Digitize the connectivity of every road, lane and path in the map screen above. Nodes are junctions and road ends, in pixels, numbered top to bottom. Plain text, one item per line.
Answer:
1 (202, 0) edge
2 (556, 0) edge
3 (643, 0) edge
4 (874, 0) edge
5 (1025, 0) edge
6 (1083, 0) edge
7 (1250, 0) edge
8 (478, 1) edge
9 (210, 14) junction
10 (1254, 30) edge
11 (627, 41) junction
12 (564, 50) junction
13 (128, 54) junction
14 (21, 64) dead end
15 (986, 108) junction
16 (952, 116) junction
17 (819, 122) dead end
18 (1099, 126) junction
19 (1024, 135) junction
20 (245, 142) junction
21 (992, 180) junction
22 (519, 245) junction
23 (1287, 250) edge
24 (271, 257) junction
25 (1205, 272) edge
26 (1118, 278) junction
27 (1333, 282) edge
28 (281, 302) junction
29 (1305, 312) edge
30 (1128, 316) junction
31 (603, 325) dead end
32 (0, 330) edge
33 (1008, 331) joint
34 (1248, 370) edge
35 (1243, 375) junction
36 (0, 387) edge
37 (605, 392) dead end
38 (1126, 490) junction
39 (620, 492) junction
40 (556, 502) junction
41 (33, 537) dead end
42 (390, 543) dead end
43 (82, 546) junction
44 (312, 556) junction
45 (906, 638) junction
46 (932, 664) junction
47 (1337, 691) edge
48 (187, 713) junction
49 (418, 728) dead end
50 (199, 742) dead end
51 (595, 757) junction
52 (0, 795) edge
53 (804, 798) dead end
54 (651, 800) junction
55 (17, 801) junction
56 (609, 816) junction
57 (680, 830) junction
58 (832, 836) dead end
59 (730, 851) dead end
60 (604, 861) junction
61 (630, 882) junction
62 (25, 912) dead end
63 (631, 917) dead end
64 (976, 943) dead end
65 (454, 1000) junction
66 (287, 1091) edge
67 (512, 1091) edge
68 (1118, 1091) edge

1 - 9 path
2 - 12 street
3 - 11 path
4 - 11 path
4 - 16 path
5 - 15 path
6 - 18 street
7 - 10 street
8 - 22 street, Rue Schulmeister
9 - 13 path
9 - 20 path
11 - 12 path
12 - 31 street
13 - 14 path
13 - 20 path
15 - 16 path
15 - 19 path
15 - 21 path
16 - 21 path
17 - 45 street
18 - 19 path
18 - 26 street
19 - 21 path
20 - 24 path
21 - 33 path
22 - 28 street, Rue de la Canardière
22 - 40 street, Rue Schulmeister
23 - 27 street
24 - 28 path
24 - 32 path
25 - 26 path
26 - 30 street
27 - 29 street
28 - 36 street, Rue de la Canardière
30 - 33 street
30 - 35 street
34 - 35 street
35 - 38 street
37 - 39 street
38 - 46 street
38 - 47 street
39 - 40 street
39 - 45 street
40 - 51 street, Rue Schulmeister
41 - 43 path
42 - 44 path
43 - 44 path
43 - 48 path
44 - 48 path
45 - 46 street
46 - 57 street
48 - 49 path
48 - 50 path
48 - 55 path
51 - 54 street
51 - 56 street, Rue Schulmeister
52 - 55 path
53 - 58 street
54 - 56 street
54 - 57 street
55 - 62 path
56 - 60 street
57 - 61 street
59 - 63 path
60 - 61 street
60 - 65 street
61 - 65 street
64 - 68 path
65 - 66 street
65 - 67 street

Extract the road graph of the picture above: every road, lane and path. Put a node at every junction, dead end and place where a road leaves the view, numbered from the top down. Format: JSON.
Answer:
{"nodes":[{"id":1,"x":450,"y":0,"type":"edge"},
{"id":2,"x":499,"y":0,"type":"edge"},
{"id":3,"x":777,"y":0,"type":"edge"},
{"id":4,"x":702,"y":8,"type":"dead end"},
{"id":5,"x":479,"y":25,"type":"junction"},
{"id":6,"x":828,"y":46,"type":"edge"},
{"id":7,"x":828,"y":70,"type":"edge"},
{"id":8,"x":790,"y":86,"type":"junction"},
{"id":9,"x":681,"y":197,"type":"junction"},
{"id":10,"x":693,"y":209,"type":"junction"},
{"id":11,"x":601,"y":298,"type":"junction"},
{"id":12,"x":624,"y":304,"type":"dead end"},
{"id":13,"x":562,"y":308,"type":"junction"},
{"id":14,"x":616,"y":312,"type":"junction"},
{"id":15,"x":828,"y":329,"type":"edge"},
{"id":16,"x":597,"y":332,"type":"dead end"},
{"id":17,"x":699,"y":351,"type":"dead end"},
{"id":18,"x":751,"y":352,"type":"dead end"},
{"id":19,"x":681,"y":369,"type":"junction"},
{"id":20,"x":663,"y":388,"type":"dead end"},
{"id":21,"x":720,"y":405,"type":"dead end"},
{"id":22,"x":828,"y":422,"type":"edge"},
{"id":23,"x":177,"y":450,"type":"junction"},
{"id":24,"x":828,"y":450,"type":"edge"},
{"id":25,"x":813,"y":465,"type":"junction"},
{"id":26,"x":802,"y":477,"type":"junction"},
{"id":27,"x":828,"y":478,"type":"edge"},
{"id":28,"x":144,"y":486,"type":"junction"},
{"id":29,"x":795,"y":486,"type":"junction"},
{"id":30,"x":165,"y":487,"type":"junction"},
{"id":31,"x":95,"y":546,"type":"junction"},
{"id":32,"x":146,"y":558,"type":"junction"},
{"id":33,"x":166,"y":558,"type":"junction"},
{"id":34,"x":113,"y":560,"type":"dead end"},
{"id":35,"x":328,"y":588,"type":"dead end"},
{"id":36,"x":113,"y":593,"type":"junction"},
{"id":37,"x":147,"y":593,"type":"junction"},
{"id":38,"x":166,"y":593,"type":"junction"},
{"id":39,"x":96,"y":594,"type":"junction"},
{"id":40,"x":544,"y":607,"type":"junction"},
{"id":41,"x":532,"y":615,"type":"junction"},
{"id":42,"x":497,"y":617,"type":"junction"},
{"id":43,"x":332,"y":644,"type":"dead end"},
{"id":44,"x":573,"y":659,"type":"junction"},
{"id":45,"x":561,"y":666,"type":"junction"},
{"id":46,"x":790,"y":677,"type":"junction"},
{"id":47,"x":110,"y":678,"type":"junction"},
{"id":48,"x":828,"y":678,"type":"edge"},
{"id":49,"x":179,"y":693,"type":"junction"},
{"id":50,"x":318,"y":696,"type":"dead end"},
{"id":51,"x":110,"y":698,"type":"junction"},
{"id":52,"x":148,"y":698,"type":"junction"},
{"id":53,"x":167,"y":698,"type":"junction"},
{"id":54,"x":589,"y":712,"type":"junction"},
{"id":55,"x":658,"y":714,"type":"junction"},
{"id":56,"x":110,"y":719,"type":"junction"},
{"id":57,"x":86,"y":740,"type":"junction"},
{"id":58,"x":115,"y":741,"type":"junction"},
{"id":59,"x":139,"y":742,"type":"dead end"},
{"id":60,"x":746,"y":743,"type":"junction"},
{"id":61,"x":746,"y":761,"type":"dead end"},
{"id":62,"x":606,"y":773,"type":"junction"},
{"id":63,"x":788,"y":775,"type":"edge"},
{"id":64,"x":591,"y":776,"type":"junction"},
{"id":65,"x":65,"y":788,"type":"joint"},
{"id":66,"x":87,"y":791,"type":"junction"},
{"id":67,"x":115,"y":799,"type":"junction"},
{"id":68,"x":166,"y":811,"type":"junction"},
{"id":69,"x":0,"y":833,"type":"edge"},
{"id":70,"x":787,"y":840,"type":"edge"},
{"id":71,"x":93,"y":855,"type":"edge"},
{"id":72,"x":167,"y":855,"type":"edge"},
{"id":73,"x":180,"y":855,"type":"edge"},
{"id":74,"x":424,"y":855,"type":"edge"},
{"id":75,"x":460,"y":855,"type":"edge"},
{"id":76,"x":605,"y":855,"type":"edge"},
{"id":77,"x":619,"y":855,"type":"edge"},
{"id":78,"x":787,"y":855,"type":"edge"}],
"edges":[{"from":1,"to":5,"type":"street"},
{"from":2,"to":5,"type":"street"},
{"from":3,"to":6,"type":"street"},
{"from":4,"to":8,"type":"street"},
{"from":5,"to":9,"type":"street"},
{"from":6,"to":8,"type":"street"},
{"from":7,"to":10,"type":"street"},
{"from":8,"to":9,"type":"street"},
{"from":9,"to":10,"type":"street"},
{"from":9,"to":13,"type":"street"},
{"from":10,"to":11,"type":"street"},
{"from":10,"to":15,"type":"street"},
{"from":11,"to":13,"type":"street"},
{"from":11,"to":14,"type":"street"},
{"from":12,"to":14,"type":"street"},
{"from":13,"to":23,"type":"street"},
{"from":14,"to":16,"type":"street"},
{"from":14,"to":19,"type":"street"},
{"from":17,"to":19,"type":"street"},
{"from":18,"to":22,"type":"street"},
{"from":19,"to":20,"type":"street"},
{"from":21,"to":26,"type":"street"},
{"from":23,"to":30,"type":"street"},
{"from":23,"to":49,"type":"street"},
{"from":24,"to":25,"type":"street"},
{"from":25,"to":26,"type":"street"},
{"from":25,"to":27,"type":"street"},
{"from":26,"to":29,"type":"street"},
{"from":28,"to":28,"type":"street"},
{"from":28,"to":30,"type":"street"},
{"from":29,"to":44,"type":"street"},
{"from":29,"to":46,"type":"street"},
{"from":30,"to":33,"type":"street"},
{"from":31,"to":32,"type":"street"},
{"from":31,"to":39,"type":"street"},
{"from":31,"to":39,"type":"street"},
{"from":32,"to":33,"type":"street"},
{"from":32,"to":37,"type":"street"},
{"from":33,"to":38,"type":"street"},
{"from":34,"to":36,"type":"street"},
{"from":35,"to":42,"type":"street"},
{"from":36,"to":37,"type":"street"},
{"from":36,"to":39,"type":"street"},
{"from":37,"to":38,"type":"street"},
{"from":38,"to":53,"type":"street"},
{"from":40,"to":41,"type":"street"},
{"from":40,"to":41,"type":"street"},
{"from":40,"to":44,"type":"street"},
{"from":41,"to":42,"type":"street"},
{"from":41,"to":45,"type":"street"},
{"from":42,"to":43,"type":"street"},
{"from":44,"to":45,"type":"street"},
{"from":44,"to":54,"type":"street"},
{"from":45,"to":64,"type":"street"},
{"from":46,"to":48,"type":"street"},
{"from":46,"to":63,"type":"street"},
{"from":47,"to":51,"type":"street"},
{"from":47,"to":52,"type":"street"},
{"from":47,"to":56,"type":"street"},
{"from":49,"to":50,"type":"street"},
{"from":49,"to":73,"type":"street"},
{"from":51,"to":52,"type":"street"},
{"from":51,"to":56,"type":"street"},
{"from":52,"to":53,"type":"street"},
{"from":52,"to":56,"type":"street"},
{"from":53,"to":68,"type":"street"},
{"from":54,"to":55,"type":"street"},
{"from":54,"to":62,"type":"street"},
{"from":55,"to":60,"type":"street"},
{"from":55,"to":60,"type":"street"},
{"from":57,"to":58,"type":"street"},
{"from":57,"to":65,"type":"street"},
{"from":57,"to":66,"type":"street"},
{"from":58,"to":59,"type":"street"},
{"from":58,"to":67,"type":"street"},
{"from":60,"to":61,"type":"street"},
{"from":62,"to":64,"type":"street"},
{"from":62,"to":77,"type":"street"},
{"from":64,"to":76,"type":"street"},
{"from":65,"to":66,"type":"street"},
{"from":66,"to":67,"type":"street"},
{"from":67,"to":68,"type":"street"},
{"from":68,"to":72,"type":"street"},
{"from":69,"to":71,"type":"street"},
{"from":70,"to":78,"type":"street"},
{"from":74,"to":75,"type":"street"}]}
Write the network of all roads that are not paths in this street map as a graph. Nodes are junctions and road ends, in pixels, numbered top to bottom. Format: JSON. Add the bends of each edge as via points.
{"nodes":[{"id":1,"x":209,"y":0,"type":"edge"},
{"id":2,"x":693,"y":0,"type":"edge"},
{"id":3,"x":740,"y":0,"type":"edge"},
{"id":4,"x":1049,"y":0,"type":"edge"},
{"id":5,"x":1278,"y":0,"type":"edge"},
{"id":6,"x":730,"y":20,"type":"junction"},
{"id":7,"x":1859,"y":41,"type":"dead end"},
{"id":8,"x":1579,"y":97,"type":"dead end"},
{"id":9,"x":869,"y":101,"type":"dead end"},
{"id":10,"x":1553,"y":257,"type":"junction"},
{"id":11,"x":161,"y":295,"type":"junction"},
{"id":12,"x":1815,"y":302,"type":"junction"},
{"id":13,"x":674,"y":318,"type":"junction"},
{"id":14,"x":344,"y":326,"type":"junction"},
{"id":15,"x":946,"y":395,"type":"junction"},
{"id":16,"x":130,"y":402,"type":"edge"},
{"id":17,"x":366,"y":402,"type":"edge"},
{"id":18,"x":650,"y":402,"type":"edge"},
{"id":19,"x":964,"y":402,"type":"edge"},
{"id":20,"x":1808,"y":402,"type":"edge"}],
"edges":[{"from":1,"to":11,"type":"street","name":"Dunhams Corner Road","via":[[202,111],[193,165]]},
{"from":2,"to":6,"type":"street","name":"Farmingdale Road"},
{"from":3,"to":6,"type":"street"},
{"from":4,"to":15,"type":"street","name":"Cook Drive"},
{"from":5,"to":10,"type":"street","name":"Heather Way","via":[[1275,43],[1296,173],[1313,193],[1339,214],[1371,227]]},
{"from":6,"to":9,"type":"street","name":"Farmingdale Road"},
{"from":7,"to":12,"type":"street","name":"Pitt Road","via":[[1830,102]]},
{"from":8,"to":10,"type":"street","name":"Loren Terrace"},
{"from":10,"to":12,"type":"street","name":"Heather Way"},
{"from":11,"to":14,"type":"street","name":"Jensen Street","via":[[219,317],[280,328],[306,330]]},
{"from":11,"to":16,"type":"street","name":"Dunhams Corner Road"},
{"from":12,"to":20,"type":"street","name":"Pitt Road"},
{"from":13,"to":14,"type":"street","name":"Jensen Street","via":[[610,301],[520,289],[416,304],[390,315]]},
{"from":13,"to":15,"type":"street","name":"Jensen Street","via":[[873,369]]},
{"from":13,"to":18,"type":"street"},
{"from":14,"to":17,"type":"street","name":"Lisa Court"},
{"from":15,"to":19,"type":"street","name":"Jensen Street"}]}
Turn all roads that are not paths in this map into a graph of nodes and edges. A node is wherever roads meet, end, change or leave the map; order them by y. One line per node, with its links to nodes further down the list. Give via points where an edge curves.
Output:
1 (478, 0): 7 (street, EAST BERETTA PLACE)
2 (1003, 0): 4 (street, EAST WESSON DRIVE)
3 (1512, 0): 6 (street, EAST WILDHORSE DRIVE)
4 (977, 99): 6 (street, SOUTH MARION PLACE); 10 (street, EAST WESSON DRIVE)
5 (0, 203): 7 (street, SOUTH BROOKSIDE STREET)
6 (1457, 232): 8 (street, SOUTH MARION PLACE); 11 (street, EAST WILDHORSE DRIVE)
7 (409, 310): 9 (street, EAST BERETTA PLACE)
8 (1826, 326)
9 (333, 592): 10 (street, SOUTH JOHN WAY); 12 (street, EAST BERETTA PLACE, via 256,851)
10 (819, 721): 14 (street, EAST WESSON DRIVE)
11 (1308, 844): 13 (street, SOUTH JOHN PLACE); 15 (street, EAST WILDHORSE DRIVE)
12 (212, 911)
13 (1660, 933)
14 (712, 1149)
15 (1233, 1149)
*-*-*
(TASK REQUIREMENTS):
Whenever the word "Heather" shows up in a line of the entries, copy that line.

(EXERCISE RESULT):
{"from":5,"to":10,"type":"street","name":"Heather Way","via":[[1275,43],[1296,173],[1313,193],[1339,214],[1371,227]]},
{"from":10,"to":12,"type":"street","name":"Heather Way"},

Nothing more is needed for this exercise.